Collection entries
═══

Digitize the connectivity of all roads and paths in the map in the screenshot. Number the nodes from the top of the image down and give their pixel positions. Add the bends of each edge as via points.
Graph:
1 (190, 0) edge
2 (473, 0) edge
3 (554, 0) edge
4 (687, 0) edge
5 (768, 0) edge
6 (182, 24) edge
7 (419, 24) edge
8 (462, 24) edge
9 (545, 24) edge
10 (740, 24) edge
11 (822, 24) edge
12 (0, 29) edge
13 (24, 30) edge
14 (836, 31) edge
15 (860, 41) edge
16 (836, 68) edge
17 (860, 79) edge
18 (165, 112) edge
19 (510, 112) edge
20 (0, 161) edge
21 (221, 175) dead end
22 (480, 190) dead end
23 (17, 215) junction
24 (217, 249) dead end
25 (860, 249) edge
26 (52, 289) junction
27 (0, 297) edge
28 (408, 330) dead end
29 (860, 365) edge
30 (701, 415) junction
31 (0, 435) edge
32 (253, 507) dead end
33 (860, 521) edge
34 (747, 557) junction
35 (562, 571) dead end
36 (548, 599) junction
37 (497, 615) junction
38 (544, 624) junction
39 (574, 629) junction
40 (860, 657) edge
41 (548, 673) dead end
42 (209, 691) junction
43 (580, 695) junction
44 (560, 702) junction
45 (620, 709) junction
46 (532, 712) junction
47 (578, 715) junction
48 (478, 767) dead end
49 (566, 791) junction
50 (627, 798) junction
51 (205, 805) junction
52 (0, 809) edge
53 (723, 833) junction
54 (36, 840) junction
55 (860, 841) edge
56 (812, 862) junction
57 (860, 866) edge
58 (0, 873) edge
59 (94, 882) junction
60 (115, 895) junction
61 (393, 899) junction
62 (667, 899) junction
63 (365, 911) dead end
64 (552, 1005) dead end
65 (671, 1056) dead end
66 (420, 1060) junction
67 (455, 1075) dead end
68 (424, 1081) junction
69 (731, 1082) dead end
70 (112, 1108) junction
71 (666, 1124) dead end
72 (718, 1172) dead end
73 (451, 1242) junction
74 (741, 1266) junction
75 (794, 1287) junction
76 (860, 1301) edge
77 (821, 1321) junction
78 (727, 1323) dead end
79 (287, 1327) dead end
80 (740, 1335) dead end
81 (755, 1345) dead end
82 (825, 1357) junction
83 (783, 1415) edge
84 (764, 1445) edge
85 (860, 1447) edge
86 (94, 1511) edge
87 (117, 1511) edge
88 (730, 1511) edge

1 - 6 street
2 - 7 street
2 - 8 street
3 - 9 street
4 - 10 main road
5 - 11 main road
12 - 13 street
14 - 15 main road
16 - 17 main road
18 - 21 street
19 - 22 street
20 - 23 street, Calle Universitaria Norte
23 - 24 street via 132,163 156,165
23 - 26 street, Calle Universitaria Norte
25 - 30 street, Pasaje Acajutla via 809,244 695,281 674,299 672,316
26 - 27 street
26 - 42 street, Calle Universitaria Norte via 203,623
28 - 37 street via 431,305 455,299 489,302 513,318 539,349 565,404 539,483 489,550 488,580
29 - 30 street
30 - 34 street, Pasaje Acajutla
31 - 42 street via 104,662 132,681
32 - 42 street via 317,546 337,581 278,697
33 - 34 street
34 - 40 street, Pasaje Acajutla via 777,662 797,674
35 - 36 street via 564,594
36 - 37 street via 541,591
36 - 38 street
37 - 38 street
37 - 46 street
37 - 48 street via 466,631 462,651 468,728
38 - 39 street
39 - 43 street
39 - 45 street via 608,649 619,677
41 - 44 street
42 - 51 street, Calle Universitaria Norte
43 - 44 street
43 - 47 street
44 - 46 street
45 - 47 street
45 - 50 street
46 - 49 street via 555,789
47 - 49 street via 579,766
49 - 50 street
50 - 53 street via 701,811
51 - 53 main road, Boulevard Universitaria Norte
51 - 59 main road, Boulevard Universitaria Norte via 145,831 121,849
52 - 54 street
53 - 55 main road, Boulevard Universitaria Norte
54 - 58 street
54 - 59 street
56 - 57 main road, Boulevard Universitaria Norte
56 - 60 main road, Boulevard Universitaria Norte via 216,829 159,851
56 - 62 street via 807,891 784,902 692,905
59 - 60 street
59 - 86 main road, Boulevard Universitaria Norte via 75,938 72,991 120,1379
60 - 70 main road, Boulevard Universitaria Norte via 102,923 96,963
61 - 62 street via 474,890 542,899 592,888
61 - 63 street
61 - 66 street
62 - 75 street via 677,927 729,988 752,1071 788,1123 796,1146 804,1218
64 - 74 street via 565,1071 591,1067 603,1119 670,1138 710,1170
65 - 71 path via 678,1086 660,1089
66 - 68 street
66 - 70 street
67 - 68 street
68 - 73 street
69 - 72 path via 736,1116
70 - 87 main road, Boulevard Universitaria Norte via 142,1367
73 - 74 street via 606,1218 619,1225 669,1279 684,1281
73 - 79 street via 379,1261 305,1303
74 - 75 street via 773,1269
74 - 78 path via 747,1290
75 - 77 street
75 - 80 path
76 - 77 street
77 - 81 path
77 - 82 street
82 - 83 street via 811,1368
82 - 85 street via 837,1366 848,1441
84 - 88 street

═══

Exactly as they stand, write out all of the entries.

Digitize the connectivity of all roads and paths in the map in the screenshot. Number the nodes from the top of the image down and give their pixel positions. Add the bends of each edge as via points.
Graph:
1 (190, 0) edge
2 (473, 0) edge
3 (554, 0) edge
4 (687, 0) edge
5 (768, 0) edge
6 (182, 24) edge
7 (419, 24) edge
8 (462, 24) edge
9 (545, 24) edge
10 (740, 24) edge
11 (822, 24) edge
12 (0, 29) edge
13 (24, 30) edge
14 (836, 31) edge
15 (860, 41) edge
16 (836, 68) edge
17 (860, 79) edge
18 (165, 112) edge
19 (510, 112) edge
20 (0, 161) edge
21 (221, 175) dead end
22 (480, 190) dead end
23 (17, 215) junction
24 (217, 249) dead end
25 (860, 249) edge
26 (52, 289) junction
27 (0, 297) edge
28 (408, 330) dead end
29 (860, 365) edge
30 (701, 415) junction
31 (0, 435) edge
32 (253, 507) dead end
33 (860, 521) edge
34 (747, 557) junction
35 (562, 571) dead end
36 (548, 599) junction
37 (497, 615) junction
38 (544, 624) junction
39 (574, 629) junction
40 (860, 657) edge
41 (548, 673) dead end
42 (209, 691) junction
43 (580, 695) junction
44 (560, 702) junction
45 (620, 709) junction
46 (532, 712) junction
47 (578, 715) junction
48 (478, 767) dead end
49 (566, 791) junction
50 (627, 798) junction
51 (205, 805) junction
52 (0, 809) edge
53 (723, 833) junction
54 (36, 840) junction
55 (860, 841) edge
56 (812, 862) junction
57 (860, 866) edge
58 (0, 873) edge
59 (94, 882) junction
60 (115, 895) junction
61 (393, 899) junction
62 (667, 899) junction
63 (365, 911) dead end
64 (552, 1005) dead end
65 (671, 1056) dead end
66 (420, 1060) junction
67 (455, 1075) dead end
68 (424, 1081) junction
69 (731, 1082) dead end
70 (112, 1108) junction
71 (666, 1124) dead end
72 (718, 1172) dead end
73 (451, 1242) junction
74 (741, 1266) junction
75 (794, 1287) junction
76 (860, 1301) edge
77 (821, 1321) junction
78 (727, 1323) dead end
79 (287, 1327) dead end
80 (740, 1335) dead end
81 (755, 1345) dead end
82 (825, 1357) junction
83 (783, 1415) edge
84 (764, 1445) edge
85 (860, 1447) edge
86 (94, 1511) edge
87 (117, 1511) edge
88 (730, 1511) edge

1 - 6 street
2 - 7 street
2 - 8 street
3 - 9 street
4 - 10 main road
5 - 11 main road
12 - 13 street
14 - 15 main road
16 - 17 main road
18 - 21 street
19 - 22 street
20 - 23 street, Calle Universitaria Norte
23 - 24 street via 132,163 156,165
23 - 26 street, Calle Universitaria Norte
25 - 30 street, Pasaje Acajutla via 809,244 695,281 674,299 672,316
26 - 27 street
26 - 42 street, Calle Universitaria Norte via 203,623
28 - 37 street via 431,305 455,299 489,302 513,318 539,349 565,404 539,483 489,550 488,580
29 - 30 street
30 - 34 street, Pasaje Acajutla
31 - 42 street via 104,662 132,681
32 - 42 street via 317,546 337,581 278,697
33 - 34 street
34 - 40 street, Pasaje Acajutla via 777,662 797,674
35 - 36 street via 564,594
36 - 37 street via 541,591
36 - 38 street
37 - 38 street
37 - 46 street
37 - 48 street via 466,631 462,651 468,728
38 - 39 street
39 - 43 street
39 - 45 street via 608,649 619,677
41 - 44 street
42 - 51 street, Calle Universitaria Norte
43 - 44 street
43 - 47 street
44 - 46 street
45 - 47 street
45 - 50 street
46 - 49 street via 555,789
47 - 49 street via 579,766
49 - 50 street
50 - 53 street via 701,811
51 - 53 main road, Boulevard Universitaria Norte
51 - 59 main road, Boulevard Universitaria Norte via 145,831 121,849
52 - 54 street
53 - 55 main road, Boulevard Universitaria Norte
54 - 58 street
54 - 59 street
56 - 57 main road, Boulevard Universitaria Norte
56 - 60 main road, Boulevard Universitaria Norte via 216,829 159,851
56 - 62 street via 807,891 784,902 692,905
59 - 60 street
59 - 86 main road, Boulevard Universitaria Norte via 75,938 72,991 120,1379
60 - 70 main road, Boulevard Universitaria Norte via 102,923 96,963
61 - 62 street via 474,890 542,899 592,888
61 - 63 street
61 - 66 street
62 - 75 street via 677,927 729,988 752,1071 788,1123 796,1146 804,1218
64 - 74 street via 565,1071 591,1067 603,1119 670,1138 710,1170
65 - 71 path via 678,1086 660,1089
66 - 68 street
66 - 70 street
67 - 68 street
68 - 73 street
69 - 72 path via 736,1116
70 - 87 main road, Boulevard Universitaria Norte via 142,1367
73 - 74 street via 606,1218 619,1225 669,1279 684,1281
73 - 79 street via 379,1261 305,1303
74 - 75 street via 773,1269
74 - 78 path via 747,1290
75 - 77 street
75 - 80 path
76 - 77 street
77 - 81 path
77 - 82 street
82 - 83 street via 811,1368
82 - 85 street via 837,1366 848,1441
84 - 88 street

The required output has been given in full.